Unfortunately, things are not so simple with machine learning models, because we ourselves do not know which answer will be the “correct” one for each case! After all, it is to obtain these answers that we need a model. And almost always, we need the model to learn well the dependence of the result on the input features, and not exactly repeat the results of the training set, which in real life may contain erroneous results (noise). If a model produces correct results on the entire training set, but often fails on new data, it is said to have overfitted on that set.

An overtrained classification model (green line) produces correct results on the entire training set, but a correctly trained model (black line) is likely to be less wrong on new data
An overtrained classification model (green line) produces correct results on the entire training set, but a correctly trained model (black line) is likely to be less wrong on new data
Learning without a teacher
Some problems can be solved without labeled training data, such as clustering problems. The model itself decides how to group the data into clusters so that similar data instances fall into one cluster, and dissimilar ones do not fall into one.

Such a learning strategy is used, for example, by Airbnb, grouping similar houses into groups, and Google News, grouping news by their topics.

Partial involvement of the teacher

As the name suggests, semi-supervised learning is a mixture of supervised and unsupervised learning.
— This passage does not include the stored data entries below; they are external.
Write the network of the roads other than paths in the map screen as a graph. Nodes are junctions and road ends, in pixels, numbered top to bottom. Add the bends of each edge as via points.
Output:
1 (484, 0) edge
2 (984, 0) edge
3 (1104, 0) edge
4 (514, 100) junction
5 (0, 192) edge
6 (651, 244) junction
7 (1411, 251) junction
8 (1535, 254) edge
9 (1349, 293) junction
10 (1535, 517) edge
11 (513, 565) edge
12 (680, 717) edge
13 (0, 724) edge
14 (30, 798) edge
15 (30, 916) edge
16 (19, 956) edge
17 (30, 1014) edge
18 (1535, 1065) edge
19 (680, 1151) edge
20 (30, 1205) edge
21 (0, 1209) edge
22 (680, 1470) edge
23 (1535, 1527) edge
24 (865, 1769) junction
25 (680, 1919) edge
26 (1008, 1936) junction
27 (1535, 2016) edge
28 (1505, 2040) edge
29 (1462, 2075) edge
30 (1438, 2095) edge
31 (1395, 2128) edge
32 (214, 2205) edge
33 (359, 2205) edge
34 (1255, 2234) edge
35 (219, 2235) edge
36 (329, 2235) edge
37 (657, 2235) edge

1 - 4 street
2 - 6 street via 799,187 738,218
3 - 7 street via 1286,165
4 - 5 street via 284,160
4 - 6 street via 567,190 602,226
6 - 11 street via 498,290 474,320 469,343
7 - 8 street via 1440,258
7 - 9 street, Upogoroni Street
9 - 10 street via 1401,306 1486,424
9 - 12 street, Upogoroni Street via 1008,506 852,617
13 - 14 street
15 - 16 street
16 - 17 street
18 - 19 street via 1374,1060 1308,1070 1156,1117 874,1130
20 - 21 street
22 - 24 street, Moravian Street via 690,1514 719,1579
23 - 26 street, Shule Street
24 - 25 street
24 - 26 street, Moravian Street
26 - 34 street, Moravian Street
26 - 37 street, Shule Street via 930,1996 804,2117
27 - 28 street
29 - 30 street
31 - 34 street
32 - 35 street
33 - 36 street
This method uses a small amount of labeled data and a lot of unlabeled data. First, the model is trained on labeled data, and then this partially trained model is used to label the rest of the data (pseudo labeling). The whole model is then trained on a mixture of labeled and pseudo-labeled data.

This approach has exploded in popularity recently due to the widespread use of generative adversarial networks (GANs), which use labeled data to generate completely new data on which to continue training the model. If partially supervised learning ever becomes as effective as supervised learning, then massive computing power will become more important than large amounts of labeled data.

Reinforcement learning

This is learning by trial and error. Each time the model achieves the goal, it receives a “reward”, and if it does not receive a “punishment”. This strategy is usually used to train models that interact directly with the real world: models of automatic driving cars, playing various games, etc.

A great example of a reinforcement trained model is Google’s Deep Q neural network, which has beaten humans in a lot of old video games. After a long training, the model learns the correct strategy of behavior leading to victory.